Nature Biotechnology has just published An electroencephalographic signature predicts antidepressant response in major depression by Wei Wu, Yu Zhang, et al. Gustav Nilsonne has posted a series of tweets about it which I hope that others can elaborate on. Gustav has pointed out what seem to be major flaws in the analytic approach.
It is ironic, but not uncommon, that a paper using advanced machine learning methods fails to get the simplest things right. Key to predicting response to depression therapy is using the response variable correctly. In antidepressant drug trials, when one plots, say, 12 week Hamilton D depression scale against baseline HamD, the resulting plot is extremely nonlinear. This nonlinear relationship is caused by patients with severe depression (high HamD) having much larger drug response than those with smaller HamD. This implies that change from baseline for HamD is meaningless. The baseline needs to be kept in context. This is easily done by fitting a proportional odds ordinal logistic model that is tailored to this situation:
Follow-up HamD = restricted cubic spline in baseline HamD + treatment effect
In the Nature Biotechnology paper, the authors improperly used ordinary change from baseline HamD, so they failed to notice that the most important predictor of change in HamD is the baseline HamD. And failure to take baseline HamD into account distorts their analysis is unknown ways.
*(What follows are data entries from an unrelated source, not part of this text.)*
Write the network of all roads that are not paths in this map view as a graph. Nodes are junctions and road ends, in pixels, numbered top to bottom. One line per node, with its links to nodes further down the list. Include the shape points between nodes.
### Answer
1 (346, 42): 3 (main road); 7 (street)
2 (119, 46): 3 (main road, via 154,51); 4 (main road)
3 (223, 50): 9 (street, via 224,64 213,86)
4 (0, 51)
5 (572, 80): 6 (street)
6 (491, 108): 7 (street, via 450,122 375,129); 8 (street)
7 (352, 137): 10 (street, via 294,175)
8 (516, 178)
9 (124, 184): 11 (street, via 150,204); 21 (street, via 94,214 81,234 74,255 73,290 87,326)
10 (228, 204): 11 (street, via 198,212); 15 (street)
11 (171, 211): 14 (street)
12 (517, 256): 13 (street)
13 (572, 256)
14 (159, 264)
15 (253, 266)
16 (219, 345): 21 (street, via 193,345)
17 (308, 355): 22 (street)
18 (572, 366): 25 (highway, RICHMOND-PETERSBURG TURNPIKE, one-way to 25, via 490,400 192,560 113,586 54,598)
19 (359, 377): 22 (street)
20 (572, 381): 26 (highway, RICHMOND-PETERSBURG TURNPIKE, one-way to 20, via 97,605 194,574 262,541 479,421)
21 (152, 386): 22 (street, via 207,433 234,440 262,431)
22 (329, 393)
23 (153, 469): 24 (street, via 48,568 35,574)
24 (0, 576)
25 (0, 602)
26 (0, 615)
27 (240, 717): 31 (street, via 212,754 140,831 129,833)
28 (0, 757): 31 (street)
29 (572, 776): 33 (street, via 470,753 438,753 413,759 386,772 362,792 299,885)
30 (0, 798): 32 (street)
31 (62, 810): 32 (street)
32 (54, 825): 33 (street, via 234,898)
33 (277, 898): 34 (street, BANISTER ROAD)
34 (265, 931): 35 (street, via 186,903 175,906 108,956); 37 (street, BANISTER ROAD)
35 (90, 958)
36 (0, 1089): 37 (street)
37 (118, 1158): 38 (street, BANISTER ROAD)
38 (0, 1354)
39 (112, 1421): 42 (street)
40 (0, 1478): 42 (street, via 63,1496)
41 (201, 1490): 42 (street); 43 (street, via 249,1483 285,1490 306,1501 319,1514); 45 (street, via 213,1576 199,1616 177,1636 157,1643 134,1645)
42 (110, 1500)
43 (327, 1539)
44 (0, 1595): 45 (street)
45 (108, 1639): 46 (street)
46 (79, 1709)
Since the response variable used in the paper is defective, it is possible that what the machine “learned” is how to predict baseline Hamilton D. But we do not need to predict what is observable.
I note that no biostatisticians were involved in the paper. In this biostatistician’s opinion, it shows. I am also wondering about the peer review system at Nature Biotechnology.
General problems with the use of change scores are detailed in BBR Section 14.4.